The guards were happy because that meant they had something to shoot. They kept bullets engraved with their initials for moments like that, and the one whose bullet was found closest to the Unseelie’s heart nearly tripled his pension. They let what was left of the human lay while they dug through the beast.
We started sleeping with the lights on again after that. Normally they just lit up the edges of a camp to keep out the Unseelie and keep people well rested. But all those lights were on, and whatever came to the camp had managed to muster the willpower to past them by and walk into the darkened plaza to remind us of our place. After that, we all had to have our lights on again, with the promise of one day sleeping in the dark once more but no indication of when. I didn’t know when it would end.
Entering the ration tent, I scanned the table closest to the door quickly, eager not to make the young woman who stood behind the counter at the other end wait.
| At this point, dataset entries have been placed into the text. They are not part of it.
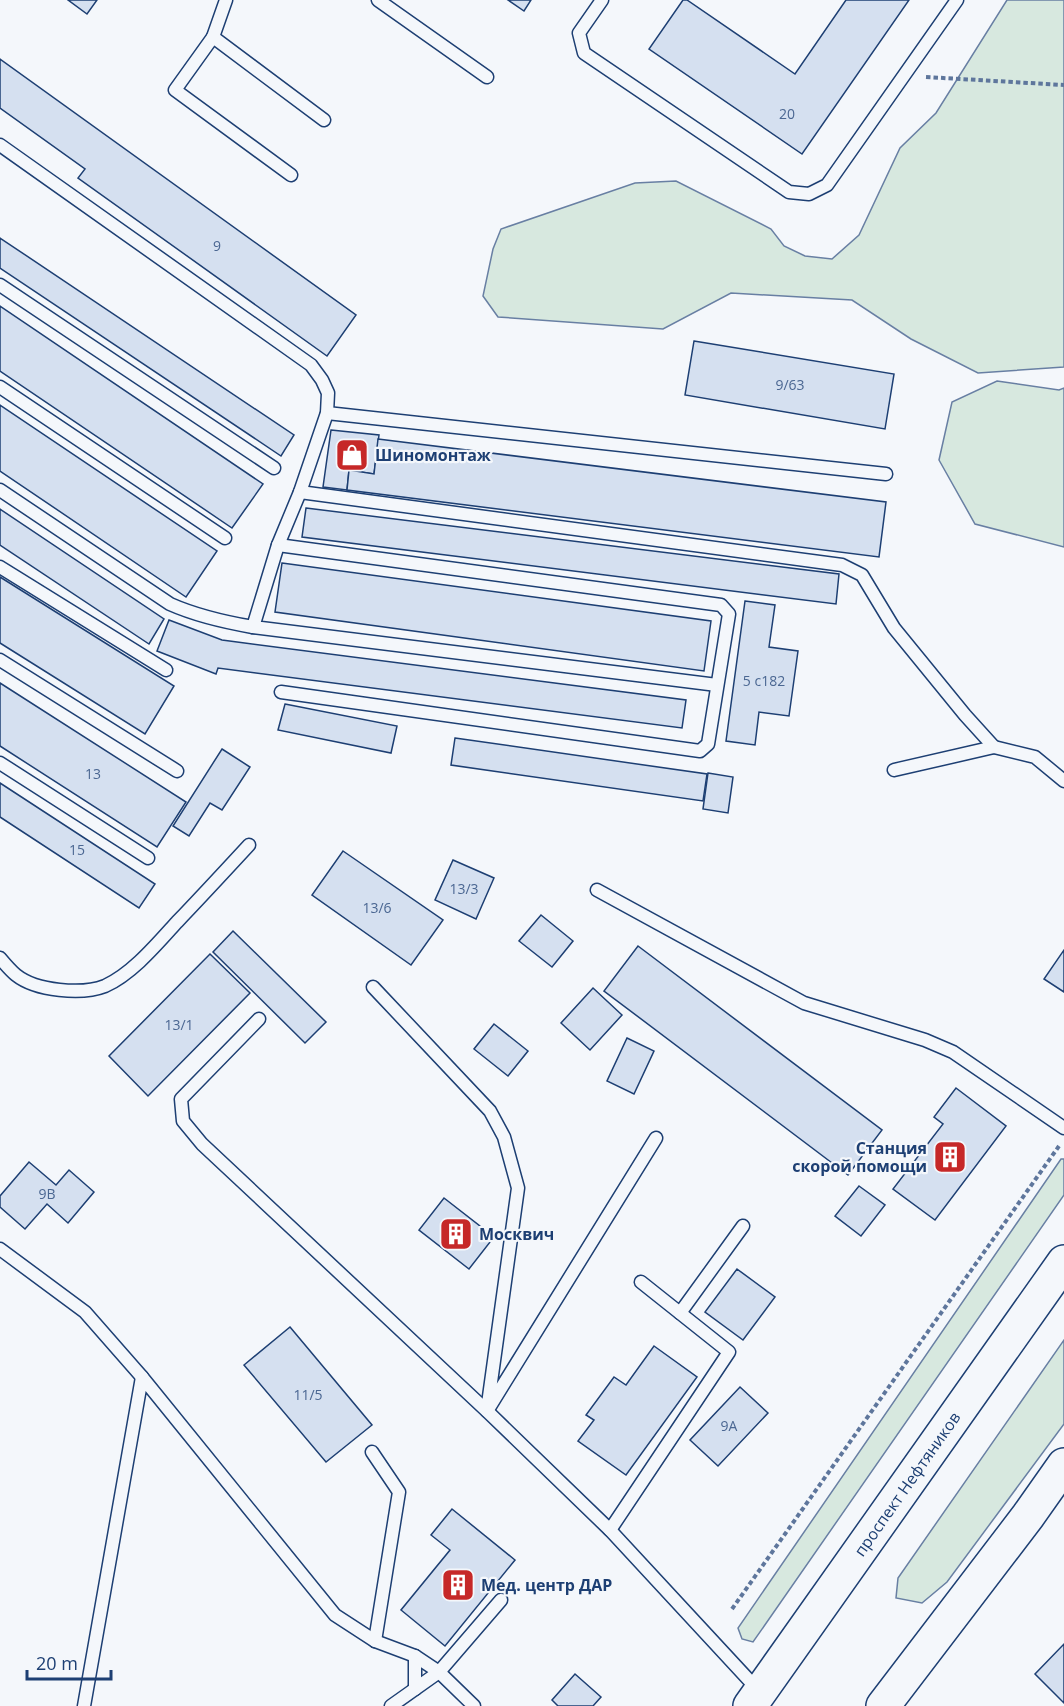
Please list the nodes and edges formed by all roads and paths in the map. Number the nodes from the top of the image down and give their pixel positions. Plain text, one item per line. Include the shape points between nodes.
1 (226, 0) edge
2 (378, 0) edge
3 (602, 0) edge
4 (957, 0) edge
5 (213, 37) junction
6 (904, 76) junction
7 (487, 77) dead end
8 (1064, 85) edge
9 (324, 120) dead end
10 (0, 145) edge
11 (291, 175) dead end
12 (0, 285) edge
13 (0, 387) edge
14 (327, 413) junction
15 (274, 468) dead end
16 (886, 474) dead end
17 (0, 490) edge
18 (300, 492) junction
19 (225, 538) dead end
20 (278, 545) junction
21 (0, 567) edge
22 (253, 627) junction
23 (0, 660) edge
24 (166, 670) dead end
25 (717, 685) junction
26 (281, 692) dead end
27 (994, 747) junction
28 (0, 763) edge
29 (894, 770) dead end
30 (177, 771) dead end
31 (1064, 781) edge
32 (249, 845) dead end
33 (148, 858) dead end
34 (597, 890) dead end
35 (0, 958) edge
36 (373, 987) dead end
37 (259, 1019) dead end
38 (1064, 1128) edge
39 (656, 1138) dead end
40 (1064, 1138) edge
41 (743, 1227) dead end
42 (0, 1249) edge
43 (1064, 1262) edge
44 (640, 1282) dead end
45 (680, 1313) junction
46 (142, 1377) junction
47 (487, 1411) junction
48 (372, 1452) dead end
49 (1064, 1465) edge
50 (610, 1530) junction
51 (501, 1600) dead end
52 (732, 1609) dead end
53 (375, 1641) junction
54 (416, 1656) junction
55 (439, 1672) junction
56 (415, 1689) junction
57 (755, 1699) edge
58 (84, 1706) edge
59 (391, 1706) edge
60 (474, 1706) edge
61 (884, 1706) edge

1 - 5 lane
2 - 7 lane
3 - 6 lane via 579,33 584,53 789,192 809,194 827,185
4 - 6 lane
5 - 9 lane
5 - 11 lane via 175,90
6 - 8 path
10 - 14 lane via 311,365 328,393
12 - 15 lane
13 - 19 lane
14 - 16 lane
14 - 18 lane
17 - 22 lane via 170,604 189,613
18 - 20 lane
18 - 27 lane via 842,566 862,575 894,628
20 - 22 lane
20 - 25 lane via 721,605 729,614
21 - 24 lane
22 - 25 lane
23 - 30 lane
25 - 26 lane via 708,744 700,751
27 - 29 lane
27 - 31 lane via 1035,757
28 - 33 lane
32 - 35 lane via 147,953 104,986 53,989 17,976
34 - 38 lane via 804,1003 953,1052
36 - 47 lane via 490,1111 507,1147 518,1188
37 - 47 lane via 181,1099 183,1121 202,1144
39 - 47 lane
40 - 52 path
41 - 45 lane
42 - 46 lane via 86,1312
43 - 57 main road, проспект Нефтяников
44 - 45 lane
45 - 50 lane via 729,1352
46 - 53 lane via 335,1615
46 - 58 lane
47 - 50 lane
48 - 53 lane via 399,1492
49 - 61 main road
50 - 57 lane
51 - 55 lane
53 - 54 lane
54 - 55 lane
54 - 56 lane
55 - 56 lane
55 - 60 lane
56 - 59 lane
Row after row of woven purses sat on the table, tags hanging from their drawstrings. Each had a symbol indicating who they belonged too, and you didn’t tell anyone your symbol. It kept them from stealing your purse, not many would risk stealing it if they didn’t know whose bag they were taking.
Not that I needed the money enough to care if someone stole from me, not with the Laurents vault
sitting full at home. But I had learned not to turn it down since you never knew when you would need money. Candles weren’t cheap, and oil rations were the bare minimum.
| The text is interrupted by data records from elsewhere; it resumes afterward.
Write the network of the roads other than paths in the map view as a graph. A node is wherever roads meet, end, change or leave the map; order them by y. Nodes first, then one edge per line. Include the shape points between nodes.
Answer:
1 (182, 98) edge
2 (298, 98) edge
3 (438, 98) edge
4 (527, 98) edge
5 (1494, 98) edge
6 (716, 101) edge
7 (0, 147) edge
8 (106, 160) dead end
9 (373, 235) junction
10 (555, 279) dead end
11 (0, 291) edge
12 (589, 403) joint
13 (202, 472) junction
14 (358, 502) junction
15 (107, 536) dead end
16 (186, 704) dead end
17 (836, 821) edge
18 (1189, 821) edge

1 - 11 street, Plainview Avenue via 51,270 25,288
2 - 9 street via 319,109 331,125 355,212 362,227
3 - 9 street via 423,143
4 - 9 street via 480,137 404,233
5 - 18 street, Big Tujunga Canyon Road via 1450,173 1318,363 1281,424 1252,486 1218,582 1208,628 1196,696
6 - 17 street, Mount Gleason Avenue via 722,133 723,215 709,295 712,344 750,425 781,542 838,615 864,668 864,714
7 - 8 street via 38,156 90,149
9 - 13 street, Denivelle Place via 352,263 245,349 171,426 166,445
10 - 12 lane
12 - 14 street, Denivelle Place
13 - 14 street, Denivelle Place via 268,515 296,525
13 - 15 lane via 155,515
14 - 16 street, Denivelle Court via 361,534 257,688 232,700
I scooped up two bags in one hand, closing my fingers enough so that the girl couldn’t see what I’d done. Two black, inked birds sat from their tags, one a wren and the other a swallow. Thankfully, few were well versed in birdwatching at the camp.
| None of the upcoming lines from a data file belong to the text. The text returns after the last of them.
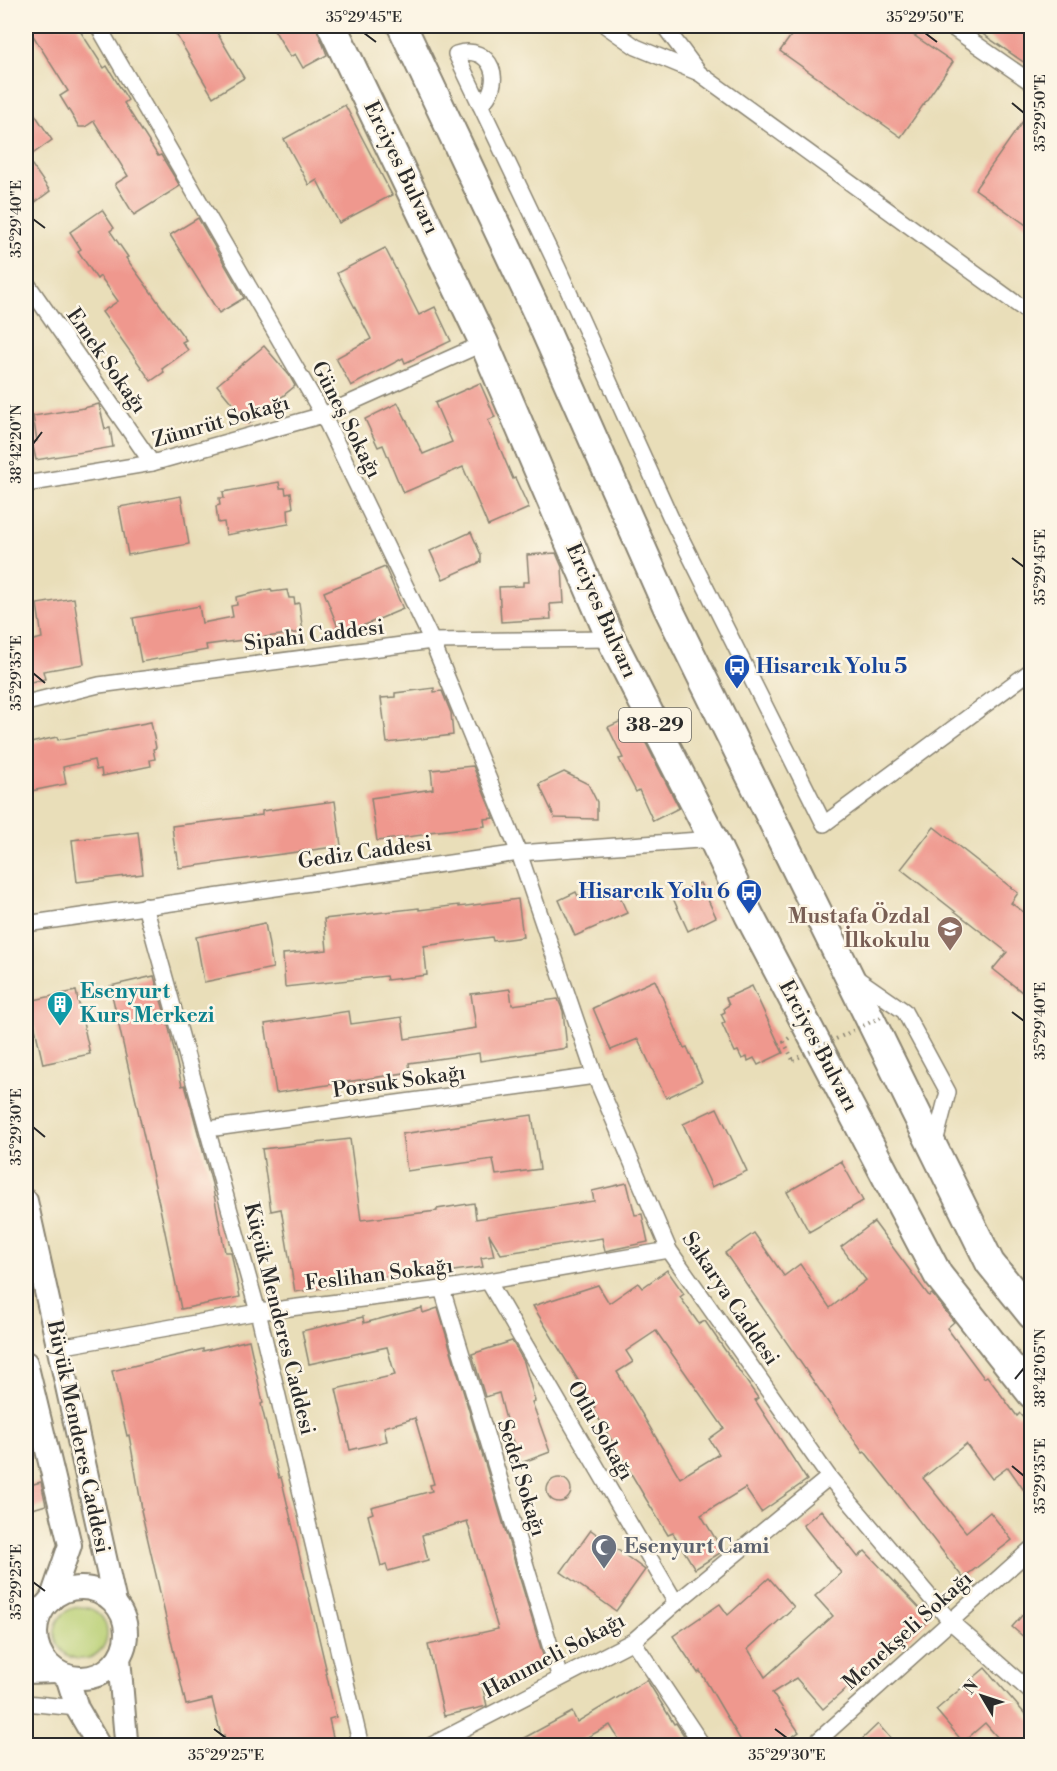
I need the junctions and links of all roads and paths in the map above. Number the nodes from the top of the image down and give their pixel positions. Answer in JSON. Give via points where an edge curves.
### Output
{"nodes":[{"id":1,"x":98,"y":26,"type":"edge"},
{"id":2,"x":332,"y":26,"type":"edge"},
{"id":3,"x":402,"y":26,"type":"edge"},
{"id":4,"x":606,"y":26,"type":"edge"},
{"id":5,"x":664,"y":26,"type":"edge"},
{"id":6,"x":950,"y":26,"type":"edge"},
{"id":7,"x":699,"y":73,"type":"junction"},
{"id":8,"x":1032,"y":83,"type":"edge"},
{"id":9,"x":480,"y":105,"type":"dead end"},
{"id":10,"x":26,"y":282,"type":"edge"},
{"id":11,"x":1032,"y":315,"type":"edge"},
{"id":12,"x":484,"y":343,"type":"junction"},
{"id":13,"x":323,"y":415,"type":"junction"},
{"id":14,"x":152,"y":463,"type":"junction"},
{"id":15,"x":26,"y":484,"type":"edge"},
{"id":16,"x":611,"y":639,"type":"junction"},
{"id":17,"x":432,"y":641,"type":"junction"},
{"id":18,"x":1032,"y":670,"type":"edge"},
{"id":19,"x":26,"y":703,"type":"edge"},
{"id":20,"x":713,"y":838,"type":"junction"},
{"id":21,"x":519,"y":853,"type":"junction"},
{"id":22,"x":145,"y":906,"type":"junction"},
{"id":23,"x":26,"y":924,"type":"edge"},
{"id":24,"x":845,"y":970,"type":"junction"},
{"id":25,"x":883,"y":1016,"type":"dead end"},
{"id":26,"x":784,"y":1042,"type":"dead end"},
{"id":27,"x":595,"y":1076,"type":"junction"},
{"id":28,"x":208,"y":1129,"type":"junction"},
{"id":29,"x":933,"y":1149,"type":"junction"},
{"id":30,"x":26,"y":1201,"type":"edge"},
{"id":31,"x":669,"y":1250,"type":"junction"},
{"id":32,"x":488,"y":1281,"type":"junction"},
{"id":33,"x":442,"y":1289,"type":"junction"},
{"id":34,"x":258,"y":1312,"type":"junction"},
{"id":35,"x":1032,"y":1315,"type":"edge"},
{"id":36,"x":59,"y":1347,"type":"junction"},
{"id":37,"x":26,"y":1363,"type":"edge"},
{"id":38,"x":1032,"y":1394,"type":"edge"},
{"id":39,"x":829,"y":1477,"type":"junction"},
{"id":40,"x":1032,"y":1548,"type":"edge"},
{"id":41,"x":115,"y":1603,"type":"junction"},
{"id":42,"x":676,"y":1603,"type":"junction"},
{"id":43,"x":40,"y":1608,"type":"edge"},
{"id":44,"x":951,"y":1622,"type":"junction"},
{"id":45,"x":633,"y":1641,"type":"junction"},
{"id":46,"x":119,"y":1658,"type":"junction"},
{"id":47,"x":26,"y":1672,"type":"edge"},
{"id":48,"x":62,"y":1674,"type":"junction"},
{"id":49,"x":560,"y":1678,"type":"junction"},
{"id":50,"x":1032,"y":1693,"type":"edge"},
{"id":51,"x":26,"y":1703,"type":"edge"},
{"id":52,"x":77,"y":1708,"type":"junction"},
{"id":53,"x":99,"y":1746,"type":"edge"},
{"id":54,"x":129,"y":1746,"type":"edge"},
{"id":55,"x":361,"y":1746,"type":"edge"},
{"id":56,"x":430,"y":1746,"type":"edge"},
{"id":57,"x":703,"y":1746,"type":"edge"},
{"id":58,"x":812,"y":1746,"type":"edge"}],
"edges":[{"from":1,"to":13,"type":"street","name":"Güneş Sokağı"},
{"from":2,"to":12,"type":"highway","name":"Erciyes Bulvarı","number":"38-29"},
{"from":3,"to":24,"type":"highway","number":"38-29","via":[[538,314],[668,608]]},
{"from":4,"to":7,"type":"street","via":[[636,47]]},
{"from":5,"to":7,"type":"street"},
{"from":6,"to":8,"type":"street"},
{"from":7,"to":11,"type":"street"},
{"from":9,"to":18,"type":"street","via":[[670,516],[824,824]]},
{"from":10,"to":14,"type":"street","name":"Emek Sokağı"},
{"from":12,"to":13,"type":"street","name":"Zümrüt Sokağı"},
{"from":12,"to":16,"type":"highway","name":"Erciyes Bulvarı","number":"38-29"},
{"from":13,"to":14,"type":"street","name":"Zümrüt Sokağı"},
{"from":13,"to":17,"type":"street","name":"Güneş Sokağı"},
{"from":14,"to":15,"type":"street","name":"Zümrüt Sokağı"},
{"from":16,"to":17,"type":"street","name":"Sipahi Caddesi"},
{"from":16,"to":20,"type":"highway","name":"Erciyes Bulvarı","number":"38-29"},
{"from":17,"to":19,"type":"street","name":"Sipahi Caddesi","via":[[99,685]]},
{"from":17,"to":21,"type":"street","name":"Güneş Sokağı"},
{"from":20,"to":21,"type":"street","name":"Gediz Caddesi"},
{"from":20,"to":38,"type":"highway","name":"Erciyes Bulvarı","number":"38-29","via":[[754,926],[938,1275]]},
{"from":21,"to":22,"type":"street","name":"Gediz Caddesi"},
{"from":21,"to":27,"type":"street","name":"Sakarya Caddesi"},
{"from":22,"to":23,"type":"street","name":"Gediz Caddesi"},
{"from":22,"to":28,"type":"street","name":"Küçük Menderes Caddesi"},
{"from":24,"to":29,"type":"highway","number":"38-29"},
{"from":24,"to":29,"type":"street","via":[[904,1011],[948,1092]]},
{"from":25,"to":26,"type":"path","bridge":true,"via":[[793,1060]]},
{"from":27,"to":28,"type":"street","name":"Porsuk Sokağı"},
{"from":27,"to":31,"type":"street","name":"Sakarya Caddesi"},
{"from":28,"to":34,"type":"street","name":"Küçük Menderes Caddesi"},
{"from":29,"to":35,"type":"highway","number":"38-29","via":[[990,1263]]},
{"from":30,"to":36,"type":"street","name":"Büyük Menderes Caddesi"},
{"from":31,"to":32,"type":"street","name":"Feslihan Sokağı"},
{"from":31,"to":39,"type":"street","name":"Sakarya Caddesi"},
{"from":32,"to":33,"type":"street","name":"Feslihan Sokağı"},
{"from":32,"to":42,"type":"street","name":"Otlu Sokağı"},
{"from":33,"to":34,"type":"street","name":"Feslihan Sokağı"},
{"from":33,"to":49,"type":"street","name":"Sedef Sokağı"},
{"from":34,"to":36,"type":"street","name":"Feslihan Sokağı"},
{"from":34,"to":55,"type":"street","name":"Küçük Menderes Caddesi"},
{"from":36,"to":41,"type":"street","name":"Büyük Menderes Caddesi"},
{"from":37,"to":43,"type":"street","name":"Büyük Menderes Caddesi","via":[[70,1545]]},
{"from":39,"to":42,"type":"street","name":"Hanımeli Sokağı"},
{"from":39,"to":44,"type":"street","name":"Sakarya Caddesi"},
{"from":40,"to":44,"type":"street","name":"Menekşeli Sokağı"},
{"from":41,"to":43,"type":"street","via":[[106,1595],[83,1588],[72,1589]]},
{"from":41,"to":46,"type":"street","via":[[122,1612],[126,1635]]},
{"from":42,"to":45,"type":"street","name":"Hanımeli Sokağı"},
{"from":43,"to":48,"type":"street","via":[[37,1643],[41,1654]]},
{"from":44,"to":50,"type":"street","name":"Sakarya Caddesi"},
{"from":44,"to":58,"type":"street","name":"Menekşeli Sokağı"},
{"from":45,"to":49,"type":"street","name":"Hanımeli Sokağı"},
{"from":45,"to":57,"type":"street"},
{"from":46,"to":48,"type":"street","via":[[102,1674],[90,1678]]},
{"from":46,"to":54,"type":"street"},
{"from":47,"to":48,"type":"street"},
{"from":48,"to":52,"type":"street"},
{"from":49,"to":56,"type":"street","name":"Hanımeli Sokağı"},
{"from":51,"to":52,"type":"street"},
{"from":52,"to":53,"type":"street"}]}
Luka wouldn’t have picked up his purse otherwise, I knew it. Nine silver was nothing to him, not when he had a vault filled with thousands of gold at home. So I always grabbed it for him, because otherwise it would just stay there.
And eventually one of those guards would grab it.
“Thank you,” I said quietly as I made my way out of the tent, giving the girl a small nod. She only lit the candle beside her in response.
The sky was already dark I realized with a startle, and one of the guards was watching me closely. That should have made me feel safe, but it didn’t.
Only one guard at this camp would ever save me, and I don’t think Nikolas had the purest intentions.
“I’m on my way home,” I said loudly to the guard, tightening my hand around the coins. “There won’t be any bait for you tonight. You’ll have to do actual work like the rest of us, poor baby.”
The guard only scoffed.
I’d heard in other camps about guards holding people outside, making them stand there until something came. That didn’t happen in Alda. While we were close to the forest, we were far away from the palace, and it took far too much time to receive a reward to warrant trying overly hard. The guards would just steal from you instead.